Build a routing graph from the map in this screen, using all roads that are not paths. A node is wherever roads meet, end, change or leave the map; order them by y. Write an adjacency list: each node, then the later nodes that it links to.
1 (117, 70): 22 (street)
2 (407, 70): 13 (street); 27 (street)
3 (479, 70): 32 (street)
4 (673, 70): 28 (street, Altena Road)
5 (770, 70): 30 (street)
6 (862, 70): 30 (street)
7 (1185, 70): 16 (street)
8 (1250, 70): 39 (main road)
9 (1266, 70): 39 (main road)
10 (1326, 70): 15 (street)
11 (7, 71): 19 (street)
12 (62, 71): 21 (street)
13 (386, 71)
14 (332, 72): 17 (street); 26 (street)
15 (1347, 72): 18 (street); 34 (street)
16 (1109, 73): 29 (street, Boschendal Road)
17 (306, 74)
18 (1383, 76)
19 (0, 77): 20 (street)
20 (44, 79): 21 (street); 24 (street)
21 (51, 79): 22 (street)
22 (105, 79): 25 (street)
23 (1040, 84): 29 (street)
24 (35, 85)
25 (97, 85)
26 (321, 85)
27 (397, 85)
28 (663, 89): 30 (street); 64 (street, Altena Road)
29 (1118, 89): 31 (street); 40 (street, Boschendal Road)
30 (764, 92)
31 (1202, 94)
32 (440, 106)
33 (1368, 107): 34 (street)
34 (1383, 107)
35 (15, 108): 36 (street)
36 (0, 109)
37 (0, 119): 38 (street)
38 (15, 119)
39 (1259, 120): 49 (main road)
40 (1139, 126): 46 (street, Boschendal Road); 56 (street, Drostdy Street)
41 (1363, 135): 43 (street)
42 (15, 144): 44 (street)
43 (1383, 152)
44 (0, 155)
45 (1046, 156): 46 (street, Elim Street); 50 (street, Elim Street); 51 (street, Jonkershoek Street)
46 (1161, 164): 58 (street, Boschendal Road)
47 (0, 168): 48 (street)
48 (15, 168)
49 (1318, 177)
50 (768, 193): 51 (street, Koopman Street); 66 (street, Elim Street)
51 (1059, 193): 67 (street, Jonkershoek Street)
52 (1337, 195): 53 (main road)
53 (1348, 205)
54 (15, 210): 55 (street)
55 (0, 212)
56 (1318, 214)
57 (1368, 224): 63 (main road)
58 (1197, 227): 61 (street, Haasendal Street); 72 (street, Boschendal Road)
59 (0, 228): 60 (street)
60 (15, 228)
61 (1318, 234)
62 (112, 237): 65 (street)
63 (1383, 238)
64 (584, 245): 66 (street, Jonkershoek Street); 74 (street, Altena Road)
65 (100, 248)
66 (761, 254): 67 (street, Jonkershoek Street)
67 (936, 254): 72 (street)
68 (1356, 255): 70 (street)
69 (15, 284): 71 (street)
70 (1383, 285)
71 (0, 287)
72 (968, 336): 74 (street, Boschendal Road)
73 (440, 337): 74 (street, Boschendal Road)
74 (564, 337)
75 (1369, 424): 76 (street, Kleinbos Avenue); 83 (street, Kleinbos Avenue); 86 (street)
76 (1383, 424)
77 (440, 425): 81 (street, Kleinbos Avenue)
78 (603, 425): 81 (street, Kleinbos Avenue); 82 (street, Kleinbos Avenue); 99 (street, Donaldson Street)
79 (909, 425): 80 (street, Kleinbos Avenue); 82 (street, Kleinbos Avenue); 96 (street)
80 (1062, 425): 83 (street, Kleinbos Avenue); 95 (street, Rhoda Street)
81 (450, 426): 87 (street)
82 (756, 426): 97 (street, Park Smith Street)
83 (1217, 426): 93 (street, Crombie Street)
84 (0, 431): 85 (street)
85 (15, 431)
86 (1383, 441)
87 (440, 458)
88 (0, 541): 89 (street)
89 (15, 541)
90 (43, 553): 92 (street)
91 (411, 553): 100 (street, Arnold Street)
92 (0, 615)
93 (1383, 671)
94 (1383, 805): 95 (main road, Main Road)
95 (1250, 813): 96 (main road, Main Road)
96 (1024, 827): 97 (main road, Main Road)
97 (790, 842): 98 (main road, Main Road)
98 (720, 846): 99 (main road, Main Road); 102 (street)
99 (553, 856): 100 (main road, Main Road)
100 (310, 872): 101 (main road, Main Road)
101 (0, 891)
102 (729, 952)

***

## Exercise objective
Every entry, from the first line to the last, should be retyped exactly.

## Result of the exercise
Build a routing graph from the map in this screen, using all roads that are not paths. A node is wherever roads meet, end, change or leave the map; order them by y. Write an adjacency list: each node, then the later nodes that it links to.
1 (117, 70): 22 (street)
2 (407, 70): 13 (street); 27 (street)
3 (479, 70): 32 (street)
4 (673, 70): 28 (street, Altena Road)
5 (770, 70): 30 (street)
6 (862, 70): 30 (street)
7 (1185, 70): 16 (street)
8 (1250, 70): 39 (main road)
9 (1266, 70): 39 (main road)
10 (1326, 70): 15 (street)
11 (7, 71): 19 (street)
12 (62, 71): 21 (street)
13 (386, 71)
14 (332, 72): 17 (street); 26 (street)
15 (1347, 72): 18 (street); 34 (street)
16 (1109, 73): 29 (street, Boschendal Road)
17 (306, 74)
18 (1383, 76)
19 (0, 77): 20 (street)
20 (44, 79): 21 (street); 24 (street)
21 (51, 79): 22 (street)
22 (105, 79): 25 (street)
23 (1040, 84): 29 (street)
24 (35, 85)
25 (97, 85)
26 (321, 85)
27 (397, 85)
28 (663, 89): 30 (street); 64 (street, Altena Road)
29 (1118, 89): 31 (street); 40 (street, Boschendal Road)
30 (764, 92)
31 (1202, 94)
32 (440, 106)
33 (1368, 107): 34 (street)
34 (1383, 107)
35 (15, 108): 36 (street)
36 (0, 109)
37 (0, 119): 38 (street)
38 (15, 119)
39 (1259, 120): 49 (main road)
40 (1139, 126): 46 (street, Boschendal Road); 56 (street, Drostdy Street)
41 (1363, 135): 43 (street)
42 (15, 144): 44 (street)
43 (1383, 152)
44 (0, 155)
45 (1046, 156): 46 (street, Elim Street); 50 (street, Elim Street); 51 (street, Jonkershoek Street)
46 (1161, 164): 58 (street, Boschendal Road)
47 (0, 168): 48 (street)
48 (15, 168)
49 (1318, 177)
50 (768, 193): 51 (street, Koopman Street); 66 (street, Elim Street)
51 (1059, 193): 67 (street, Jonkershoek Street)
52 (1337, 195): 53 (main road)
53 (1348, 205)
54 (15, 210): 55 (street)
55 (0, 212)
56 (1318, 214)
57 (1368, 224): 63 (main road)
58 (1197, 227): 61 (street, Haasendal Street); 72 (street, Boschendal Road)
59 (0, 228): 60 (street)
60 (15, 228)
61 (1318, 234)
62 (112, 237): 65 (street)
63 (1383, 238)
64 (584, 245): 66 (street, Jonkershoek Street); 74 (street, Altena Road)
65 (100, 248)
66 (761, 254): 67 (street, Jonkershoek Street)
67 (936, 254): 72 (street)
68 (1356, 255): 70 (street)
69 (15, 284): 71 (street)
70 (1383, 285)
71 (0, 287)
72 (968, 336): 74 (street, Boschendal Road)
73 (440, 337): 74 (street, Boschendal Road)
74 (564, 337)
75 (1369, 424): 76 (street, Kleinbos Avenue); 83 (street, Kleinbos Avenue); 86 (street)
76 (1383, 424)
77 (440, 425): 81 (street, Kleinbos Avenue)
78 (603, 425): 81 (street, Kleinbos Avenue); 82 (street, Kleinbos Avenue); 99 (street, Donaldson Street)
79 (909, 425): 80 (street, Kleinbos Avenue); 82 (street, Kleinbos Avenue); 96 (street)
80 (1062, 425): 83 (street, Kleinbos Avenue); 95 (street, Rhoda Street)
81 (450, 426): 87 (street)
82 (756, 426): 97 (street, Park Smith Street)
83 (1217, 426): 93 (street, Crombie Street)
84 (0, 431): 85 (street)
85 (15, 431)
86 (1383, 441)
87 (440, 458)
88 (0, 541): 89 (street)
89 (15, 541)
90 (43, 553): 92 (street)
91 (411, 553): 100 (street, Arnold Street)
92 (0, 615)
93 (1383, 671)
94 (1383, 805): 95 (main road, Main Road)
95 (1250, 813): 96 (main road, Main Road)
96 (1024, 827): 97 (main road, Main Road)
97 (790, 842): 98 (main road, Main Road)
98 (720, 846): 99 (main road, Main Road); 102 (street)
99 (553, 856): 100 (main road, Main Road)
100 (310, 872): 101 (main road, Main Road)
101 (0, 891)
102 (729, 952)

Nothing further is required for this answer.